What are your gifts?

Michael Goltz
4 min readJun 3, 2017

A friend of mine invited me to go to church with her last night. Other than a few stray visits here and there, I pretty much stopped going to Church in November 2015. There were a number of reasons behind this happening which will do me no good to recount here, but the main effect of this was I let my strained relationship with the Church effect my love of Byzantine iconography. The Church last night was not an Orthodox Church that we attended and so it was quite a bit different from what I am used to in church going experiences. However, there was one point in the sermon that most hit home with me. The pastor was talking about a woman who was praying very intently that God would give her spiritual gifts and eventually gave up. When she gave up the pastor said “Good, now you will be open to what God wants you to do.” That hit very close to home.

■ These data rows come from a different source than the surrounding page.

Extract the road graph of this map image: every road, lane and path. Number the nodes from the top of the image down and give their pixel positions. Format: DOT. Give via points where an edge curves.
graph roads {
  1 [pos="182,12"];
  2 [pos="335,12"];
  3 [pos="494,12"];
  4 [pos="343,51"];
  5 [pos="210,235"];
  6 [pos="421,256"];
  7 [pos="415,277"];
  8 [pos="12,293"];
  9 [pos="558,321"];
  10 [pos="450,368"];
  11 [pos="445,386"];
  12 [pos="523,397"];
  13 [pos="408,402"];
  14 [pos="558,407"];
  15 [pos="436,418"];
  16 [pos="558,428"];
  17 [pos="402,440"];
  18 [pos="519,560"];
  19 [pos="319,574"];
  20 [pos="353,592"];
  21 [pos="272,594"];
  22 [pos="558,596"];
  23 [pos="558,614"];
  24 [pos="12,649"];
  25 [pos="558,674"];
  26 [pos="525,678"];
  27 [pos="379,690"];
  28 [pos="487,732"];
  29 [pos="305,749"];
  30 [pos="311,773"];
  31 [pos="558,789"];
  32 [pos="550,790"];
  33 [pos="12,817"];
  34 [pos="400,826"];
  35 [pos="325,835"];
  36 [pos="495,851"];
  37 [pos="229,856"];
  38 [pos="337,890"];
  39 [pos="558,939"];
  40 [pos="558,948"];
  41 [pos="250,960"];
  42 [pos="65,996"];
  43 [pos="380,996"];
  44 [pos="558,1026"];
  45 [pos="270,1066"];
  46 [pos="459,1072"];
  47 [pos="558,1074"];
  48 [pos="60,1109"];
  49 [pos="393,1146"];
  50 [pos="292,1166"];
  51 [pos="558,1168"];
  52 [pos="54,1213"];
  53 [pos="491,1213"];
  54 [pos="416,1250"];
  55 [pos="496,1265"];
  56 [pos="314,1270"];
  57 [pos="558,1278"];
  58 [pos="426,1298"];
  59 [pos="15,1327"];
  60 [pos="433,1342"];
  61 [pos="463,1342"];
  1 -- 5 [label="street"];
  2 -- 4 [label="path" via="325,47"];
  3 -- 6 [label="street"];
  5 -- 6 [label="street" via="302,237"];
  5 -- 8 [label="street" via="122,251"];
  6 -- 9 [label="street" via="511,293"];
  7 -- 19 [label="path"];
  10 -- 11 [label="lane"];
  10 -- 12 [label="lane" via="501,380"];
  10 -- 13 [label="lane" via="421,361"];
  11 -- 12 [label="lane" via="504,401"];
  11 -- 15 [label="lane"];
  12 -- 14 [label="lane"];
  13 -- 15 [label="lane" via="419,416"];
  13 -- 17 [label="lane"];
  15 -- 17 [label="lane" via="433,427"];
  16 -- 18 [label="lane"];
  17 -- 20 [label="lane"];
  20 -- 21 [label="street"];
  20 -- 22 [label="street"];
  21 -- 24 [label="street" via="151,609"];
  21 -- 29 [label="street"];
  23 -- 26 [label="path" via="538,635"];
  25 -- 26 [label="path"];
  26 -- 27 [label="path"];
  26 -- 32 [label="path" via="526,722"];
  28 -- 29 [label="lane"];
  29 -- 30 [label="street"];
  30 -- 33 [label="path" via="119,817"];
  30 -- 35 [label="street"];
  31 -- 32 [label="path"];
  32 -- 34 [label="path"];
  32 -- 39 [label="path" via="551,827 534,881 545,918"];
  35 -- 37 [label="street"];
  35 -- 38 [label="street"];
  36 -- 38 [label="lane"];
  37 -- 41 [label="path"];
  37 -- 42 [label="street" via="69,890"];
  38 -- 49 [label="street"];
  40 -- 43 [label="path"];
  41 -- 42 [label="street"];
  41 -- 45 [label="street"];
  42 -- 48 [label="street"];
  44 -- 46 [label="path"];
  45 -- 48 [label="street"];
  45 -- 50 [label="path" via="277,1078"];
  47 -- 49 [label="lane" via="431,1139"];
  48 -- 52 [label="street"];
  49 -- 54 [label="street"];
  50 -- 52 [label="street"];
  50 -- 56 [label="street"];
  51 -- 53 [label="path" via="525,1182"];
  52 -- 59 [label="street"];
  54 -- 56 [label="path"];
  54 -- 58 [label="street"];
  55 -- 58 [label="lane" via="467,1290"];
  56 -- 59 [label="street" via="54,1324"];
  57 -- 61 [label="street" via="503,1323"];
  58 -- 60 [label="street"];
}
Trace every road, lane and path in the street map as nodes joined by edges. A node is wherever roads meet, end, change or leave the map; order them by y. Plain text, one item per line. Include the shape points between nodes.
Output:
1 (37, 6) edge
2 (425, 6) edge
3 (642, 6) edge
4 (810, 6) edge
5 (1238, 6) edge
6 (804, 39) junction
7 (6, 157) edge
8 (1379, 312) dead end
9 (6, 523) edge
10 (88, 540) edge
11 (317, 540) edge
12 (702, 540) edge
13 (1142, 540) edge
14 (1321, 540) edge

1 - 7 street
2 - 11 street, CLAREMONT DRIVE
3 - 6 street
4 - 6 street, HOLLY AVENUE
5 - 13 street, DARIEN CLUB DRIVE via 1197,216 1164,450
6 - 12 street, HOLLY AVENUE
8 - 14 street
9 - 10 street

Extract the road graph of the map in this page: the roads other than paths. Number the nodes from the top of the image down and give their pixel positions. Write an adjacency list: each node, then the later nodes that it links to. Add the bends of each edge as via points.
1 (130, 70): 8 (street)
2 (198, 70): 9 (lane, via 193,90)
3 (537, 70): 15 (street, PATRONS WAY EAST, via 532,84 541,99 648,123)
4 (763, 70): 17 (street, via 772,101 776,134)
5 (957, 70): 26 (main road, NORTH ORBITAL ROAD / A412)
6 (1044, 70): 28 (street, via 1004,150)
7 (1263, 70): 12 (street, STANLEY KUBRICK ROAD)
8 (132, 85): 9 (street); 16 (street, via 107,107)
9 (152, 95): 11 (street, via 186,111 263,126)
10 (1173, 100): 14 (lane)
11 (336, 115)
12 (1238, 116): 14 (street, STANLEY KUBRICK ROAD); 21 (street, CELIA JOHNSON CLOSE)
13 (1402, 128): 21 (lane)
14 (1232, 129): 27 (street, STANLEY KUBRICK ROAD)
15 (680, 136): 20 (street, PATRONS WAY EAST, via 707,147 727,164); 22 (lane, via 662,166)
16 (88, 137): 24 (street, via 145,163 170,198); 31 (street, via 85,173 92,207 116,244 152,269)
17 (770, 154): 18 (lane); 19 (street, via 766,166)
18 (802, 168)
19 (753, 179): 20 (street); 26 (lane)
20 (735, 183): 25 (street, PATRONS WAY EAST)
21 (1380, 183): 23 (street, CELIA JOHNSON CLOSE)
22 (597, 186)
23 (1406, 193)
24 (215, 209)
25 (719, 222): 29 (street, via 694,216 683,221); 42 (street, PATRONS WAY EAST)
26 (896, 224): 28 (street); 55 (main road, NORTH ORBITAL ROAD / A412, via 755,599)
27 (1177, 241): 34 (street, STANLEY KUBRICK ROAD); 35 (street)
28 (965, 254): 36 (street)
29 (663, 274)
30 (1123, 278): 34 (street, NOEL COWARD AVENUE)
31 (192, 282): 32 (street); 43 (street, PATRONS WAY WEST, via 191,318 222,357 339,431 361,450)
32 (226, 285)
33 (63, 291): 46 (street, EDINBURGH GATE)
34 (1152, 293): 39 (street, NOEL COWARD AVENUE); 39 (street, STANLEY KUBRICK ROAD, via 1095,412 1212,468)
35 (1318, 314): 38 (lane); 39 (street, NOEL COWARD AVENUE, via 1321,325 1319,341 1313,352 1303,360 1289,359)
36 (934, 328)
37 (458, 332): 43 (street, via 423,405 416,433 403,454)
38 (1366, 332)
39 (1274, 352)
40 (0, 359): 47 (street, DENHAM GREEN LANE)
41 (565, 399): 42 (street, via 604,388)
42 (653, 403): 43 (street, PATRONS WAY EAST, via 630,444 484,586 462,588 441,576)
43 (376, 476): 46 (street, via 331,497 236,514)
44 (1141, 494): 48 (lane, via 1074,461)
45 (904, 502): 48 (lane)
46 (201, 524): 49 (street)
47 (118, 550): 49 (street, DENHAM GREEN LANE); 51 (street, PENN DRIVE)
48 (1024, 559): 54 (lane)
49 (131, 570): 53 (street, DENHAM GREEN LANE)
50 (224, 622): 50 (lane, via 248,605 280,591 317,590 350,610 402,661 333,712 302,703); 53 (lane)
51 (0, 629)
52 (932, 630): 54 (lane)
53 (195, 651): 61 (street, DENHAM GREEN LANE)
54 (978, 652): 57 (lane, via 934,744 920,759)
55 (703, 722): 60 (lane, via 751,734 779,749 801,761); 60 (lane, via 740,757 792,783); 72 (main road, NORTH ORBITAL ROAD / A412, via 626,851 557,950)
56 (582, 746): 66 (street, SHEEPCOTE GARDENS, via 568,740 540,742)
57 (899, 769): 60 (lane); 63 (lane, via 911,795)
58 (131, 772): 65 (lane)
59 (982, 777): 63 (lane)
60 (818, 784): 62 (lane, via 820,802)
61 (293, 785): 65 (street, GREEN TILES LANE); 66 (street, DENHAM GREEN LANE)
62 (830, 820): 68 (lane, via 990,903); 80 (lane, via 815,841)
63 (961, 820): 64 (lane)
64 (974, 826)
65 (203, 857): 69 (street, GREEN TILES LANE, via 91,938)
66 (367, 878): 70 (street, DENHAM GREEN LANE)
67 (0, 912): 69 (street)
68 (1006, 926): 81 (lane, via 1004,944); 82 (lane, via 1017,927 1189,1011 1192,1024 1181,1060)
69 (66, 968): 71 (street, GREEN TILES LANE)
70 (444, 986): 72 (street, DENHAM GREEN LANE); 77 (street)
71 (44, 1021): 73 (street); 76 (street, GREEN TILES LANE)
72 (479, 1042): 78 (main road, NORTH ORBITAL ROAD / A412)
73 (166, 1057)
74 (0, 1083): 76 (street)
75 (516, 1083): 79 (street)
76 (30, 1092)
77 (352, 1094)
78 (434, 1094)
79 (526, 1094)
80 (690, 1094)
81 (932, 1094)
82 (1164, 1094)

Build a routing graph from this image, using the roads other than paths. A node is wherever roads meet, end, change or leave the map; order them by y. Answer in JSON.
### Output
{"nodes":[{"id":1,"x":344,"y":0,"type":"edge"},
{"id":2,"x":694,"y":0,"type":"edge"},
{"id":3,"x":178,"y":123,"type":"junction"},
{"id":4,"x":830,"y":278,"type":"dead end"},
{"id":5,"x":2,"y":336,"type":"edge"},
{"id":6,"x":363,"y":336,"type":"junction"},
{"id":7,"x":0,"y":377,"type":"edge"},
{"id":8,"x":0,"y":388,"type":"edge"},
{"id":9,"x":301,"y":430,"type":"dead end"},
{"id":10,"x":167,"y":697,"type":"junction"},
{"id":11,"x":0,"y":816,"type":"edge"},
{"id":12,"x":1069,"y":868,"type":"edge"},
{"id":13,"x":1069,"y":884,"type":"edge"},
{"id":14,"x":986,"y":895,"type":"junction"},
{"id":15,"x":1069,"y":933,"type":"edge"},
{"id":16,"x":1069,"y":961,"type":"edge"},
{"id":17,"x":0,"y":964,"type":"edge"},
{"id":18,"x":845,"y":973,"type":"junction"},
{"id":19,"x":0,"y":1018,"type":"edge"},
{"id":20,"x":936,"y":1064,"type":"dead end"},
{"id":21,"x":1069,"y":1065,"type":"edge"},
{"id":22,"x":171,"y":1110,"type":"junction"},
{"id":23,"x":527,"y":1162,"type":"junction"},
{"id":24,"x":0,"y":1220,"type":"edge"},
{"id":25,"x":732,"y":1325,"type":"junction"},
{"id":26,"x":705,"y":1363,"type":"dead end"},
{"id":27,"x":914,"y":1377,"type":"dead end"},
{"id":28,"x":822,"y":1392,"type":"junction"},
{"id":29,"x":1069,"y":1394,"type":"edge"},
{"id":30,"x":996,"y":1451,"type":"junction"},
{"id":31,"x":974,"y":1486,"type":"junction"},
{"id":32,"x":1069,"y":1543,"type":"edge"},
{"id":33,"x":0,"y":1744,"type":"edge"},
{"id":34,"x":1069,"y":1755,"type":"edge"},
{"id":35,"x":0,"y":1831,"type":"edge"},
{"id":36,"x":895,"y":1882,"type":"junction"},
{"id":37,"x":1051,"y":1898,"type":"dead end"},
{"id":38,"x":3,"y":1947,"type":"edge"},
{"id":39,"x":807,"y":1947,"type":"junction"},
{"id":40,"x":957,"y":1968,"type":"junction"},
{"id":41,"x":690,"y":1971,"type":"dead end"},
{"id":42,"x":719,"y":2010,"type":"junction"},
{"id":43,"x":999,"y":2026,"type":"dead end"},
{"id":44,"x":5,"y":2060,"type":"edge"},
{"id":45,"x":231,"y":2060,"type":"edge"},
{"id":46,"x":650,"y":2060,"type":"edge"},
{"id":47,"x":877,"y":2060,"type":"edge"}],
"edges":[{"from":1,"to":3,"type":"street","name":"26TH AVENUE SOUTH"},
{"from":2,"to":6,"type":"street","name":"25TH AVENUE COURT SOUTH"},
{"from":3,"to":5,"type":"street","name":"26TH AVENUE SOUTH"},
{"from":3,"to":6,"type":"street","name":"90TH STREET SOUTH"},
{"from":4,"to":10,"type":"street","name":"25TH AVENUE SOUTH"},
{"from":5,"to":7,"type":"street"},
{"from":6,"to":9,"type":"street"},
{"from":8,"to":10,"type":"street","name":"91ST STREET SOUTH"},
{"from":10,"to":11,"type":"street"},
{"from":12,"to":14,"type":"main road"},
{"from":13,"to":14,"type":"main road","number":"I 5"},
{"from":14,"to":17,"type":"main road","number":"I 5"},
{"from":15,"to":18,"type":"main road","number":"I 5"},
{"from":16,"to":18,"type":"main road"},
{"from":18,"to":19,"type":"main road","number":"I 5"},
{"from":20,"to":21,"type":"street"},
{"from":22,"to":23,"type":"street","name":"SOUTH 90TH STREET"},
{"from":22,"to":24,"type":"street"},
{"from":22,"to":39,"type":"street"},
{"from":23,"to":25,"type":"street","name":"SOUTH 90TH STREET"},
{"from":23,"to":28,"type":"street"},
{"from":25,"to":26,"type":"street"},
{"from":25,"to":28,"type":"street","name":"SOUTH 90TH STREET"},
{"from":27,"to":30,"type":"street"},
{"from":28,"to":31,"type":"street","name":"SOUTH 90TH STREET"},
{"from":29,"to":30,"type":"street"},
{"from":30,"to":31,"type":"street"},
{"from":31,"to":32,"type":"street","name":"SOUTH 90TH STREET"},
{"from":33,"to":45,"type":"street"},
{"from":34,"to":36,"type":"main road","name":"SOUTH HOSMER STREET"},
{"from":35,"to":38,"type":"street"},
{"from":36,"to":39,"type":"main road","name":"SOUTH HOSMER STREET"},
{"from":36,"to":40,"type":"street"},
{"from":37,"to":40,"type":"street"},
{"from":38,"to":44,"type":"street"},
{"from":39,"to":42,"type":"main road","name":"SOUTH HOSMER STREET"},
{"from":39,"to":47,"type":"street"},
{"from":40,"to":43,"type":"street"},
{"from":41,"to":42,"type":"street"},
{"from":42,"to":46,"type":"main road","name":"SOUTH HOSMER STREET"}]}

No matter what Fr. Patrick C, Fr. George L or any other priest tells me, I have a gift in being able to paint icons. I know this to be the fact because people regularly order icon prints from me and before I stopped taking or working on commissions I never had a shortage of iconography to work on. To go further into my love of iconography, God even let me be born on the feast of my absolute favorite icon. Every Orthodox Christian knows that August 16th is a Feast of the Icon of the Face of Christ not Made by Hands (pictured above), but what most do not know is that there is also a secondary feast of the Finding of the Icon of the Face of Christ not Made by Hands (the Holy Mandylion) on August 11, my birthday! The Holy Mandylion was my favorite icon for about a dozen years before I realized it had a feast day on my birthday. Further every time I have tried to quit painting icons I have gotten flooded with orders to the point where even though I wanted to quit, I couldn’t.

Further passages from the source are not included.